## GIVEN INFORMATION
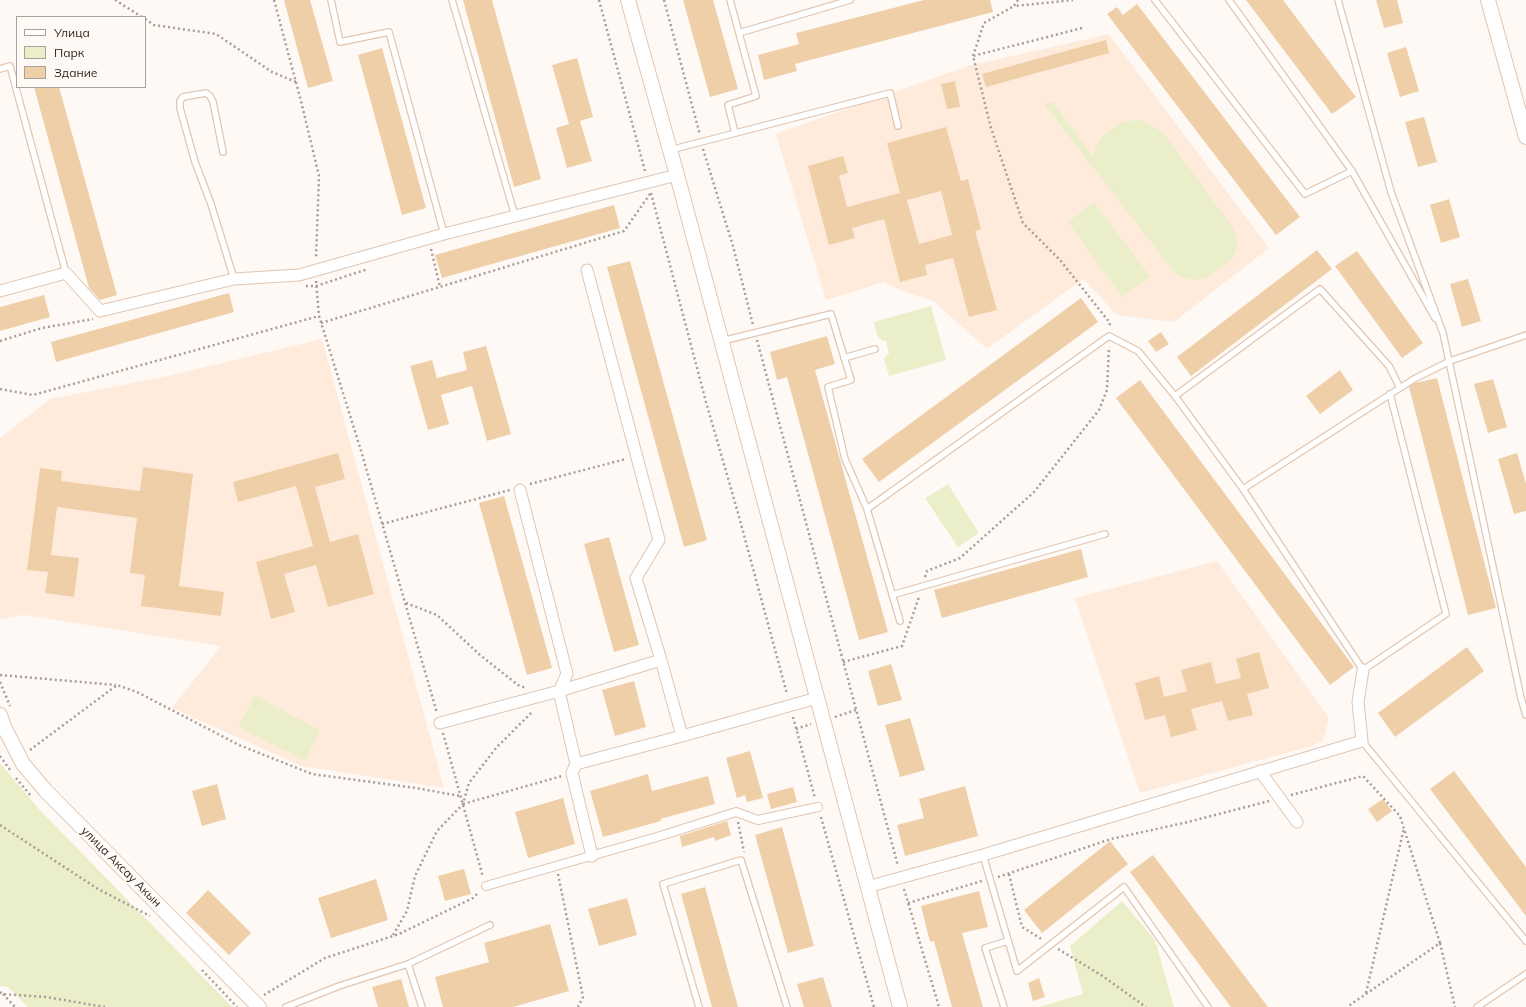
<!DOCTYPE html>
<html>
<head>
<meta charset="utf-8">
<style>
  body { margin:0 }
  #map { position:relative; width:1526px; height:1007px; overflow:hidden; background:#fff9f5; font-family:Mulish,sans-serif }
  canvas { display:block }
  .legend { position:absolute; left:16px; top:16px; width:130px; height:72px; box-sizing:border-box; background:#fff9f5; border:1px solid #a9a19c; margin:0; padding:5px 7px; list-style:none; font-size:12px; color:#271e17 }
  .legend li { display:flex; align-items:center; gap:8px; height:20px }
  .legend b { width:20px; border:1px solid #a9a19c }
</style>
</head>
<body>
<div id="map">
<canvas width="1526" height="1007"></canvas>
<ul class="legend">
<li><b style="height:5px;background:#fff"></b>Улица</li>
<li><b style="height:11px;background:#eaeec9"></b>Парк</li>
<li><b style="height:11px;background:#efcfa7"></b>Здание</li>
</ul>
</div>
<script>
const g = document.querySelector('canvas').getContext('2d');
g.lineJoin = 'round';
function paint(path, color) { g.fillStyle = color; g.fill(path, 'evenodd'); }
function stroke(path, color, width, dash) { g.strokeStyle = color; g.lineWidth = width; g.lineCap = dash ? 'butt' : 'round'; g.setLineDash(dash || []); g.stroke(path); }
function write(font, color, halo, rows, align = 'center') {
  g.font = font + ' Mulish,sans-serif'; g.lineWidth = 4; g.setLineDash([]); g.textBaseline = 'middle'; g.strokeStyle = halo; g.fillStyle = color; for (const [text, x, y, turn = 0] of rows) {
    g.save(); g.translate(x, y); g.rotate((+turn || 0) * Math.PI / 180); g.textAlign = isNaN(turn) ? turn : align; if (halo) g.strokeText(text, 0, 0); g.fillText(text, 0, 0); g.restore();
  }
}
paint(new Path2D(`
  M1109,34L1269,248L1174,322L1117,315L1083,279L987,349L933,301L899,290L884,282L826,300L776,134L968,66Z
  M322,339L444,788L301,766L172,708L221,646L24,615L0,619V438L50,399L168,376Z
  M1217,561L1329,718L1323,741L1311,746L1140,793L1075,598Z`), '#ffebdc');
paint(new Path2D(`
  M1052,101L1093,156C1099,138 1110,125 1130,121C1132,121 1136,120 1139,120C1148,121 1157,129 1164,134L1233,228C1235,233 1239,240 1237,246C1234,261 1211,279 1196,280C1189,280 1181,276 1175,273L1045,105Z
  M1094,203L1150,276L1122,297L1068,222Z
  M931,306L946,360L889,376L884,359L886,356L889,354L886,341C876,341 876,329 874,322Z
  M948,484L979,533L958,547L925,498Z
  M255,696L320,730L305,760L238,727Z
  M0,763L38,808L232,1007H28L8,987L0,986Z
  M1122,901L1155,940L1174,1007H1039L1083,994L1070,946Z`), '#eaeec9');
paint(new Path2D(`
  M284,0H310L333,81L308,88Z
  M463,0H492L541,179L514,187Z
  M683,0H713L738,89L710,97Z
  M924,0H990L993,12L795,64L797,71L764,80L758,55L799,44L796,33Z
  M1246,0H1283L1356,97L1332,114Z
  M1376,0H1397L1403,23L1384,28Z
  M1137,4L1300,217L1276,235L1107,14L1117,7L1123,15Z
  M1106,40L1109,53L986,87L982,74Z
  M1406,47L1419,91L1400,97L1387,53Z
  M382,48L426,208L402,215L358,55Z
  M577,58L593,117L580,121L592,161L567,168L556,128L569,124L552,65Z
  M955,81L960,107L947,109L941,84Z
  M34,87H59L117,295L100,300L89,288Z
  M1424,117L1437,162L1418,167L1405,122Z
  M946,127L961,181L968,179L981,229L975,231L997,310L969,317L953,258L925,265L927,275L900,282L884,219L852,228L855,238L829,245L808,166L843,156L848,173L839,176L847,207L900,193L887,143ZM941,191L952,235L919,244L907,200Z
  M1449,199L1460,237L1441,243L1430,205Z
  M614,205L620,228L442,278L435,255Z
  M1317,250L1332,269L1191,376L1177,357Z
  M1357,251L1423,343L1402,358L1335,266Z
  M630,261L707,540L684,547L607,267Z
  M1468,279L1481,321L1462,327L1450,284Z
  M229,293L234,312L56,362L51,342Z
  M44,295L50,317L0,331V307Z
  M1081,298L1098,322L879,482L862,459Z
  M1161,332L1169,344L1156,352L1148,341Z
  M827,336L835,364L815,370L888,632L859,640L787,377L777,380L770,352Z
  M486,346L511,434L487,441L472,386L441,395L449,424L428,430L410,366L432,360L437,378L467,370L463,352Z
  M1340,370L1353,390L1320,414L1306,396Z
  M1437,378L1496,608L1468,615L1409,387L1415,383Z
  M1493,379L1507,427L1488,433L1474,384Z
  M1140,380L1354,667L1330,685L1116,398Z
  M338,453L345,479L315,487L330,542L358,534L374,594L328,607L316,565L284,574L295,612L271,619L256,562L313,546L296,486L238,502L233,482Z
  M1517,453L1526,484V511L1514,514L1498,459Z
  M143,467L193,474L179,586L224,592L221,616L141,606L145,575L130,573L137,518L57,507L51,555L79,558L74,597L45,593L48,572L27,570L40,468L62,471L61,481L140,491Z
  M504,496L552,668L527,675L479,503Z
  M609,537L639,645L614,652L584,544Z
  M1081,549L1088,577L942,618L934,590Z
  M1467,647L1484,671L1395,737L1378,713Z
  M1259,652L1269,688L1247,694L1253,715L1228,721L1222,701L1191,709L1197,730L1171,737L1165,715L1145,720L1135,683L1159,676L1164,697L1187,691L1181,670L1211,662L1216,684L1241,678L1236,659Z
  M891,664L902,700L878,706L868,671Z
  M634,681L646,727L615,736L602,690Z
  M910,718L925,770L900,777L885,725Z
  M750,751L763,798L747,802L745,795L737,798L726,758Z
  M1454,771L1526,867V916L1430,789Z
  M648,774L652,791L708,776L715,804L660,819L661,821L603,837L590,791Z
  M217,784L226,819L202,826L192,791Z
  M965,786L978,836L905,856L897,825L924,818L919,799Z
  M793,787L797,802L771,809L767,794Z
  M563,798L575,844L528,858L515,812Z
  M1383,799L1392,811L1377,822L1368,809Z
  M727,821L731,835L715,841L714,837L682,847L680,836Z
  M782,827L814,946L788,953L755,835Z
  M1110,841L1128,864L1042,933L1024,910Z
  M1153,855L1268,1007H1231L1130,872Z
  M464,869L471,894L445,901L438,876Z
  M376,879L388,920L331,938L318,898Z
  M705,887L738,1007H712L681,894Z
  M208,890L251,933L229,955L186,913Z
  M979,891L988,927L962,933L983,1007H952L934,941L930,942L921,906Z
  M627,898L637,935L599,946L588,909Z
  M550,924L569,991L513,1007H443L435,977L489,962L484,943Z
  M823,977L832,1007H804L797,984Z
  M1039,978L1045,997L1033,1001L1028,983Z
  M401,979L409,1007H378L372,987Z`), '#efcfa7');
const service = new Path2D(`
  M331,0L340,42L389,32L444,234
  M452,0L515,216
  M730,0L739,33L850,0
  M1155,0L1305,194L1352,171
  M1229,0L1352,171L1435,318
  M1338,0L1391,192L1443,333L1521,698L1526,715
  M0,69L10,66L66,273
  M735,133L728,105L756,96L739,33
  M670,150L890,93L898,126
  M223,152L213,102L210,96L206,93L183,97L180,101V108L195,162L211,204L234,279
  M722,341L831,314L851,380L828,387L845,459L867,509L1109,336L1138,351L1175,396L1243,489L1363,670L1446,614L1390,394
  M844,358L875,349
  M1175,396L1320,289L1389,366L1400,388
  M1243,489L1414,379L1450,361L1526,335
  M867,509L900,621
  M892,595L1105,534
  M1362,741L1526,941
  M983,855L1017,971L1124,887L1208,1007
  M408,964L422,1007
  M286,1007L339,986L408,964L490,925
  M699,1007L663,884L741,860L787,1007
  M1004,1007L985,948L1008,941
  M1477,1007L1526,974`);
const pedestrian = new Path2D(`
  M486,886L657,837L736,812L758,820L818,807`);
const minor = new Path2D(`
  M587,270L659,540L636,578L661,660L682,736L817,698
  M0,291L66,273L100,311L234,279L299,275L444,234L677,175
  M520,490L567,674L559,691L576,764L682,736
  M440,723L559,691L661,660
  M576,764L572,773L592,856
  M1260,771L1297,822
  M867,887L983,855L1362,741L1358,702L1363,670`);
const tertiary = new Path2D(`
  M628,0L677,175L900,1007
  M1488,0L1526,137
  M0,715L4,727L23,764L45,790L259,1007`);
stroke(service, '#e0c6b2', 8);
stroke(pedestrian, '#e0c6b2', 10);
stroke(minor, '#e0c6b2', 13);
stroke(tertiary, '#e0c6b2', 16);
stroke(new Path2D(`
  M115,0L142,17
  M274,0L301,101L319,176L316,258
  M599,0L645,171
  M664,0L700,135
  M1018,0L1014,6L1073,0
  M145,19L154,25L216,34L272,72L296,82
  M1082,28L973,56L991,128L1023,223L1060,260L1110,323L1109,328
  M973,56L984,23L1014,6
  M703,149L733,246L753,325
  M651,193L706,402L738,513L787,694
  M431,249L440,287
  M316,281L319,316L362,454L437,713
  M306,286H316L368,269
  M321,323L624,231L650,194
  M757,340L898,866
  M0,341L42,328L93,319
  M0,389L33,395L319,316
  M530,484L626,459
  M382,524L510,490
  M925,577L927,571L960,558L1034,492L1099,410L1107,390L1109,347
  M406,603L437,615L480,655L518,685L526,688
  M843,662L902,646L919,597
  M0,675L116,685
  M0,682L10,706
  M793,717L815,798
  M835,717L856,710
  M796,729L811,724
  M443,733L483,877
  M30,750L117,685L137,692L239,745L312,774L416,788L460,796
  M0,756L10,770
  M16,778L31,796
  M1291,795L1363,776L1400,816L1440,943L1347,1007
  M463,804L562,776
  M821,817L874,1007
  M738,822L744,852
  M0,825L98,889L150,916
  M558,874L583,997L578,1007
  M1009,874L1022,927L1043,940
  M998,877L1111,839L1188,822L1269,801
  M904,889L939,1007
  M908,903L982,881
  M393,935L407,911L415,876L437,831L463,804L469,783L496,748L533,711
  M1440,943L1455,1007
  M1058,949L1101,975L1146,1007
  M202,970L237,1007
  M0,992L2,994L46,997L105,1007
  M1366,993L1404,828
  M3,994L15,1007
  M264,995L325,958L399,934L473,898L479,892`), '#a59d98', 2.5, [2, 3]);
stroke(service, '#fff', 5.5);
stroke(pedestrian, '#fff', 8);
stroke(minor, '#fff', 11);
stroke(tertiary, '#fff', 14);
write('12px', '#271e17', '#fff9f5', [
  ["улица Аксау Акын",121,867,45]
]);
</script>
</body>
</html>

## WHAT NEEDS TO BE DONE
Go through the material line by line. Show each line that contains the string "lineWidth".

## REPLY
function stroke(path, color, width, dash) { g.strokeStyle = color; g.lineWidth = width; g.lineCap = dash ? 'butt' : 'round'; g.setLineDash(dash || []); g.stroke(path); }
  g.font = font + ' Mulish,sans-serif'; g.lineWidth = 4; g.setLineDash([]); g.textBaseline = 'middle'; g.strokeStyle = halo; g.fillStyle = color; for (const [text, x, y, turn = 0] of rows) {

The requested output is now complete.